━━━━━ RECORD SET ━━━━━

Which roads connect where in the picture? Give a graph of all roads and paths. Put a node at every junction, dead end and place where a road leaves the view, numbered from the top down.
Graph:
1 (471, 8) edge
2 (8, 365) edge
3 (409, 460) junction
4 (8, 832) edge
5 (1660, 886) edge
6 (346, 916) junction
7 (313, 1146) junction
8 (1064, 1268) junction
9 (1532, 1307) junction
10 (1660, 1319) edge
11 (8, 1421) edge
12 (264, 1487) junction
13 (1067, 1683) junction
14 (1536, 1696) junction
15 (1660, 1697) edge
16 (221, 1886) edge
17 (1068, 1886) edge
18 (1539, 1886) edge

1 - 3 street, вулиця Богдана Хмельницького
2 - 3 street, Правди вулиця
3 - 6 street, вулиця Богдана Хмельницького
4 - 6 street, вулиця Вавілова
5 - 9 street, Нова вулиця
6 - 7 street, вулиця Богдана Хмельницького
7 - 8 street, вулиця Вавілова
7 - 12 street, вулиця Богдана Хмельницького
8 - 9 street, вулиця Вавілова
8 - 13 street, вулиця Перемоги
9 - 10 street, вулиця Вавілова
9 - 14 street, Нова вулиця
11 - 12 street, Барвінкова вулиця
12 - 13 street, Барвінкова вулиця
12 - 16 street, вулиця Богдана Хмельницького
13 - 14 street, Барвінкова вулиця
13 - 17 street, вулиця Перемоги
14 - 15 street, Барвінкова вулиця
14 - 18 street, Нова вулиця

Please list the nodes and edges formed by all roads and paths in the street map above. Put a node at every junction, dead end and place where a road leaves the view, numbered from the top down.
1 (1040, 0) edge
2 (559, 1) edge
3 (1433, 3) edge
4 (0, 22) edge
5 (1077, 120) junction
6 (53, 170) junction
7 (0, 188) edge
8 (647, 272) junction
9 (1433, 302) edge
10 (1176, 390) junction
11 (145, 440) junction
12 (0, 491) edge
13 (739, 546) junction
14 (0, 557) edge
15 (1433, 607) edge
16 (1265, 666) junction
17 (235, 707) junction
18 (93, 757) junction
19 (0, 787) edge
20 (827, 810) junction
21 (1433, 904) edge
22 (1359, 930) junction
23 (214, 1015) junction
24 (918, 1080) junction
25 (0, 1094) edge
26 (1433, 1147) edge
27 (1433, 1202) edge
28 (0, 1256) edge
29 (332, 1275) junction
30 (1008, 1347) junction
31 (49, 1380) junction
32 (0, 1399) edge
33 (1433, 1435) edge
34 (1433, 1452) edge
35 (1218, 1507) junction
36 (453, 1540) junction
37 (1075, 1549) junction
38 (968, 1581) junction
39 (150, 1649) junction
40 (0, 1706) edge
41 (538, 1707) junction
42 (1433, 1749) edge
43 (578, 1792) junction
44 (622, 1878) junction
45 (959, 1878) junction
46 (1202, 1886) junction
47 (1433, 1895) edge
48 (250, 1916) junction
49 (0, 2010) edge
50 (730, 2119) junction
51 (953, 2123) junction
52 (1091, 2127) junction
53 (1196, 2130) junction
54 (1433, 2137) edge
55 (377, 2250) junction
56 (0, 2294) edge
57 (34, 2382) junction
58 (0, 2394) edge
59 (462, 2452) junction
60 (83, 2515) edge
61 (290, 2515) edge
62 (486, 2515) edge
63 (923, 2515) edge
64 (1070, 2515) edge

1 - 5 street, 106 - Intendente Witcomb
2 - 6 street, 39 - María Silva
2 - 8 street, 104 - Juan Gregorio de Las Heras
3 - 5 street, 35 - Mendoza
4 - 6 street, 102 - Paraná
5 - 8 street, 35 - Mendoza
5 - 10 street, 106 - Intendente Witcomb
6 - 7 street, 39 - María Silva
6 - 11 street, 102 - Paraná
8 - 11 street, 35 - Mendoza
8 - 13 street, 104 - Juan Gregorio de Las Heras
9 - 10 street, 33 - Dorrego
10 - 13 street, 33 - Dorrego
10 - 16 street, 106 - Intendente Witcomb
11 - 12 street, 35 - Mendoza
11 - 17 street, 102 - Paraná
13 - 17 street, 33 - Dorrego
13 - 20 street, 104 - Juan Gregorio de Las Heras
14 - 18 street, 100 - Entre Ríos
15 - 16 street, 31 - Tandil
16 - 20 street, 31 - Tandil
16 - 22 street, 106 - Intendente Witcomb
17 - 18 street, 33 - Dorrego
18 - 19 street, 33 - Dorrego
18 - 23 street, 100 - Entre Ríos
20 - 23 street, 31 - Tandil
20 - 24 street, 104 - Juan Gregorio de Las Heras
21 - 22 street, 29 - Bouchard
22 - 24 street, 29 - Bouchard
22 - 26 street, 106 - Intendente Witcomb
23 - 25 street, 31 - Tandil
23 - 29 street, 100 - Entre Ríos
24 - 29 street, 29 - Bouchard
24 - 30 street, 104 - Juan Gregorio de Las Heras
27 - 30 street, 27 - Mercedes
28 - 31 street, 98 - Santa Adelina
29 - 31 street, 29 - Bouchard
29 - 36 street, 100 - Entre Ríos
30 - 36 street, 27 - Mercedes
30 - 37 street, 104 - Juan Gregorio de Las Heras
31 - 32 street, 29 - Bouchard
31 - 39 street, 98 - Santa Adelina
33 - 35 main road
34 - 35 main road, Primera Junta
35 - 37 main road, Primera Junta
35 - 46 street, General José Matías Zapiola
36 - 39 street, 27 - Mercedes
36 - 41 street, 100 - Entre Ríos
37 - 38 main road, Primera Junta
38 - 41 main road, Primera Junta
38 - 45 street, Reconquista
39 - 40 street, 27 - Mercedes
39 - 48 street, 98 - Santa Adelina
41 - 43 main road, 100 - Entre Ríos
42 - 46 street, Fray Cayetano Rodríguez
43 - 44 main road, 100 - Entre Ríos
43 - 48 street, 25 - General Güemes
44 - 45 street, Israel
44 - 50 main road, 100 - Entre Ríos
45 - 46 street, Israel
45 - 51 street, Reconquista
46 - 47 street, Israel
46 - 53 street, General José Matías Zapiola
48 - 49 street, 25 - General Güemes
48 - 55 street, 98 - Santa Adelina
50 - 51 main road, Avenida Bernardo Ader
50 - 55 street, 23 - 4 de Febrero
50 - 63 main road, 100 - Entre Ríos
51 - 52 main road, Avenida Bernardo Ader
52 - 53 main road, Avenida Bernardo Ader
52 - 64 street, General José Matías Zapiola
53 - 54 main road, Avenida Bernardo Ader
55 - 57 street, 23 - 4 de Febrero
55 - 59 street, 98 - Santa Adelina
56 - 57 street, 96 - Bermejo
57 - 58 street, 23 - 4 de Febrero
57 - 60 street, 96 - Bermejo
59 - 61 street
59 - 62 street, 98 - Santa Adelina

━━━━━

▸ WHAT YOU HAVE TO DO
Give the number of lines in the records above that contain the word "where", and nothing more.

▸ RESPONSE TO THE TASK
2